-- Problem details --
Type out the data again, word for word and in full.
-------
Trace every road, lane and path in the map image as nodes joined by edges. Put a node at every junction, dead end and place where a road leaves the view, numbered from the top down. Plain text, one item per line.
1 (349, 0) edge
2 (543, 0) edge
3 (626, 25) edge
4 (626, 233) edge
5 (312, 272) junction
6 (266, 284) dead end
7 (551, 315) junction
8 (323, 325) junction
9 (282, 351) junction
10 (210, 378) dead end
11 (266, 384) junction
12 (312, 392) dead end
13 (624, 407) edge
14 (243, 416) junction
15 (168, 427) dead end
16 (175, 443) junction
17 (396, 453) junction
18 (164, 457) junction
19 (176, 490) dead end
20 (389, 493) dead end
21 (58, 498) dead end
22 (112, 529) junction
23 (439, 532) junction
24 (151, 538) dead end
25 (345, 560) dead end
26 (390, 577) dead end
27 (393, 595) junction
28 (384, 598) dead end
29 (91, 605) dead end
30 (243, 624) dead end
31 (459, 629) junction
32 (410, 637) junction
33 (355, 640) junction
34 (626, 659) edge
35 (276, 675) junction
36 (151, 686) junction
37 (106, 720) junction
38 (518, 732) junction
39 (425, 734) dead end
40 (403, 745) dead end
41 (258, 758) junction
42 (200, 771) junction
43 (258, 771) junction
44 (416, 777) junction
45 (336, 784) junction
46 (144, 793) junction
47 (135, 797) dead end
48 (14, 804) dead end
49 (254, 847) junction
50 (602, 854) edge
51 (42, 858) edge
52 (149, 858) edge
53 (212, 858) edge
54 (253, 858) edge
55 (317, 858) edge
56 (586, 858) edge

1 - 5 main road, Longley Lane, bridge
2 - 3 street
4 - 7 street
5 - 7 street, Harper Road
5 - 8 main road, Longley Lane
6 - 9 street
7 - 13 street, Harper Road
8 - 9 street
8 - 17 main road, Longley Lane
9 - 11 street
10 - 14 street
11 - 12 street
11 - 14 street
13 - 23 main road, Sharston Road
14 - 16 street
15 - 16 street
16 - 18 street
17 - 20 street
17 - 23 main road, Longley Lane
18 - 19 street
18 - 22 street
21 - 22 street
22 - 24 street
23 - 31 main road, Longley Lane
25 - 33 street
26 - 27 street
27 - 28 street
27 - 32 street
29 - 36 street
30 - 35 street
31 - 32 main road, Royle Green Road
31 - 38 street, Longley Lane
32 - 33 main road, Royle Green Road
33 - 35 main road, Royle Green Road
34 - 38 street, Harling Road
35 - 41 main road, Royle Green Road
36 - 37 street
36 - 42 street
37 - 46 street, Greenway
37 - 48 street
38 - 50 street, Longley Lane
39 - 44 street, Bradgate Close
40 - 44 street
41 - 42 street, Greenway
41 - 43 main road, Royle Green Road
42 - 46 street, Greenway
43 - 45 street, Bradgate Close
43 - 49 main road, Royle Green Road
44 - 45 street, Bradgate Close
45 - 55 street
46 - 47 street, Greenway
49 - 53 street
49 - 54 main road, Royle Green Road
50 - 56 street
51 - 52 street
-------
-- Written reply --
Trace every road, lane and path in the map image as nodes joined by edges. Put a node at every junction, dead end and place where a road leaves the view, numbered from the top down. Plain text, one item per line.
1 (349, 0) edge
2 (543, 0) edge
3 (626, 25) edge
4 (626, 233) edge
5 (312, 272) junction
6 (266, 284) dead end
7 (551, 315) junction
8 (323, 325) junction
9 (282, 351) junction
10 (210, 378) dead end
11 (266, 384) junction
12 (312, 392) dead end
13 (624, 407) edge
14 (243, 416) junction
15 (168, 427) dead end
16 (175, 443) junction
17 (396, 453) junction
18 (164, 457) junction
19 (176, 490) dead end
20 (389, 493) dead end
21 (58, 498) dead end
22 (112, 529) junction
23 (439, 532) junction
24 (151, 538) dead end
25 (345, 560) dead end
26 (390, 577) dead end
27 (393, 595) junction
28 (384, 598) dead end
29 (91, 605) dead end
30 (243, 624) dead end
31 (459, 629) junction
32 (410, 637) junction
33 (355, 640) junction
34 (626, 659) edge
35 (276, 675) junction
36 (151, 686) junction
37 (106, 720) junction
38 (518, 732) junction
39 (425, 734) dead end
40 (403, 745) dead end
41 (258, 758) junction
42 (200, 771) junction
43 (258, 771) junction
44 (416, 777) junction
45 (336, 784) junction
46 (144, 793) junction
47 (135, 797) dead end
48 (14, 804) dead end
49 (254, 847) junction
50 (602, 854) edge
51 (42, 858) edge
52 (149, 858) edge
53 (212, 858) edge
54 (253, 858) edge
55 (317, 858) edge
56 (586, 858) edge

1 - 5 main road, Longley Lane, bridge
2 - 3 street
4 - 7 street
5 - 7 street, Harper Road
5 - 8 main road, Longley Lane
6 - 9 street
7 - 13 street, Harper Road
8 - 9 street
8 - 17 main road, Longley Lane
9 - 11 street
10 - 14 street
11 - 12 street
11 - 14 street
13 - 23 main road, Sharston Road
14 - 16 street
15 - 16 street
16 - 18 street
17 - 20 street
17 - 23 main road, Longley Lane
18 - 19 street
18 - 22 street
21 - 22 street
22 - 24 street
23 - 31 main road, Longley Lane
25 - 33 street
26 - 27 street
27 - 28 street
27 - 32 street
29 - 36 street
30 - 35 street
31 - 32 main road, Royle Green Road
31 - 38 street, Longley Lane
32 - 33 main road, Royle Green Road
33 - 35 main road, Royle Green Road
34 - 38 street, Harling Road
35 - 41 main road, Royle Green Road
36 - 37 street
36 - 42 street
37 - 46 street, Greenway
37 - 48 street
38 - 50 street, Longley Lane
39 - 44 street, Bradgate Close
40 - 44 street
41 - 42 street, Greenway
41 - 43 main road, Royle Green Road
42 - 46 street, Greenway
43 - 45 street, Bradgate Close
43 - 49 main road, Royle Green Road
44 - 45 street, Bradgate Close
45 - 55 street
46 - 47 street, Greenway
49 - 53 street
49 - 54 main road, Royle Green Road
50 - 56 street
51 - 52 street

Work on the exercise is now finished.